We’ll see a little later why the concept of channels in Hyperledger Fabric is important when hosting multiple ledgers or multiple chaincodes on a peer.
稍后我们会看到为什么在Hyperledger Fabric中管道(channel)的概念是非常重要的,当一个peer持有多个总账或多个链接码。
Applications and Peers/应用程序和peers
We’re now going to show how applications interact with peers to access the ledger. Ledger-query interactions involve a simple three-step dialogue between an application and a peer; ledger-update interactions are a little more involved, and require two extra steps. We’ve simplified these steps a little to help you get started with Hyperledger Fabric, but don’t worry — what’s most important to understand is the difference in application-peer interactions for ledger-query compared to ledger-update transaction styles.
现在我们将展示应用程序如何与peers进行交互以访问总账。总账查询交互涉及应用程序和一个peers之间的简单三步对话;总账更新交互涉及更多一点,并且需要两个额外的步骤。我们已经简化了这些步骤,以帮助您开始使用Hyperledger Fabric,但不用担心 - 最重要的是要理解的是,与总账更新交易样式相比,总账查询的application-peer 交互中存在差异。
Applications always connect to peers when they need to access ledgers and chaincodes. The Hyperledger Fabric Software Development Kit (SDK) makes this easy for programmers — its APIs enable applications to connect to peers, invoke chaincodes to generate transactions, submit transactions to the network that will get ordered and committed to the distributed ledger, and receive events when this process is complete.
当他们需要访问总账和链锁码时,应用程序总是连接到peers。Hyperledger Fabric 软件开发工具包(SDK)使得这个对于程序员非常简单 – 它的API允许应用程序去连接到peers,调用链码产生交易,向网络提交交易,这些交易将会被排序并提交到分布式账簿,和接收事件时此过程已完成。

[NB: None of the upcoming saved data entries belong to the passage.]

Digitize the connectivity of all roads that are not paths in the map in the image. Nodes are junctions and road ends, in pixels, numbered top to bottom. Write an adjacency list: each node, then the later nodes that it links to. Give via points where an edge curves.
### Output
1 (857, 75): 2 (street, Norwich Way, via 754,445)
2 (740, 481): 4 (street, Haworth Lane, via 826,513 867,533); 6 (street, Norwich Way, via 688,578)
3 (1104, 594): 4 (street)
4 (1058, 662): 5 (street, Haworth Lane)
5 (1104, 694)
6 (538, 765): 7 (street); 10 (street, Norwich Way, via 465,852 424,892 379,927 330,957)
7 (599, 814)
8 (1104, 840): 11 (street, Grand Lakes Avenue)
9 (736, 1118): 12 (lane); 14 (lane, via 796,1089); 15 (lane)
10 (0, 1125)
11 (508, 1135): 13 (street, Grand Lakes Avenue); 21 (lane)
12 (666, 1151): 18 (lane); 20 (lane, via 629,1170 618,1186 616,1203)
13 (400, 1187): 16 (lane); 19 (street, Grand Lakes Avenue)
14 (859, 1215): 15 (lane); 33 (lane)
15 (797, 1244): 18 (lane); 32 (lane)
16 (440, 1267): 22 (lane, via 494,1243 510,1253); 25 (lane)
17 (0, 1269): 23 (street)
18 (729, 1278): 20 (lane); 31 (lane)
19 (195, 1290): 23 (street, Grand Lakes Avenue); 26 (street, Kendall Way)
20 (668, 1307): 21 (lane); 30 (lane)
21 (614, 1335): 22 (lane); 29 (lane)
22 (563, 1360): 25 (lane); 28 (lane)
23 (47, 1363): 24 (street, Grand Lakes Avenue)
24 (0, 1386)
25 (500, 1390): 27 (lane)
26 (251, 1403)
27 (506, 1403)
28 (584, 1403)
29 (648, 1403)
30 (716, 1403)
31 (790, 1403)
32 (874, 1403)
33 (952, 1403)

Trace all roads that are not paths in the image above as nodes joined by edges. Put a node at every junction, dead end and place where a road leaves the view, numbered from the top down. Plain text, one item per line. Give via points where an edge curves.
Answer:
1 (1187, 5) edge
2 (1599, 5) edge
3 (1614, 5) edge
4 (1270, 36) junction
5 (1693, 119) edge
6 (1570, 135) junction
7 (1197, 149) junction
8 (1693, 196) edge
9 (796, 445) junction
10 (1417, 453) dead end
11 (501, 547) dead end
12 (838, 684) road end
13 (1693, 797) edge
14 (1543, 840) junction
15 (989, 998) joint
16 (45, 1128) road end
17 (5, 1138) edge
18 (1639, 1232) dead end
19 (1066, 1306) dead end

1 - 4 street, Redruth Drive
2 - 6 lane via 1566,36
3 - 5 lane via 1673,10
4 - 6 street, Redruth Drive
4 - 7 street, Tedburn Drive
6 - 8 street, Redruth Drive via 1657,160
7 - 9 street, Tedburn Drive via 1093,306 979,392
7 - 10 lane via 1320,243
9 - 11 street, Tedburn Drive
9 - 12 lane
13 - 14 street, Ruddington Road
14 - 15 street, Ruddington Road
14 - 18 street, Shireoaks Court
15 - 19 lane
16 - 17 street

Through a peer connection, applications can execute chaincodes to query or update a ledger. The result of a ledger query transaction is returned immediately, whereas ledger updates involve a more complex interaction between applications, peers and orderers. Let’s investigate this in a little more detail.
通过和一个peer的连接,应用程序可以执行链码来查询或更新总账。总账查询交易的结果立即返回,而总账更新涉及应用程序,peers和订单之间更复杂的交互。让我们更详细地调查一下。
Peers, in conjunction with orderers, ensure that the ledger is kept up-to-date on every peer. In this example, application A connects to P1 and invokes chaincode S1 to query or update the ledger L1. P1 invokes S1 to generate a proposal response that contains a query result or a proposed ledger update. Application A receives the proposal response and, for queries, the process is now complete. For updates, A builds a transaction from all of the responses, which it sends it to O1 for ordering. O1 collects transactions from across the network into blocks, and distributes these to all peers, including P1. P1 validates the transaction before applying to L1. Once L1 is updated, P1 generates an event, received by A, to signify completion.
peers和orderers 一起确保总账在每个peer中都保持最新。在这个例子中,应用程序A连接到P1并调用链码S1来查询或更新总账L1。 P1调用S1来生成包含查询结果或“提议的总账更新”的提议响应。应用程序A接收提议响应,并且对于查询,该过程已完成。对于更新,A根据所有响应构建一个交易,并将它发送给O1进行排序。 O1将整个网络中的交易收集到块中,并将这些交易分发给所有peers,包括P1。 P1在应用于L1之前验证交易。一旦L1被更新,P1产生一个由A接收的事件来表示完成。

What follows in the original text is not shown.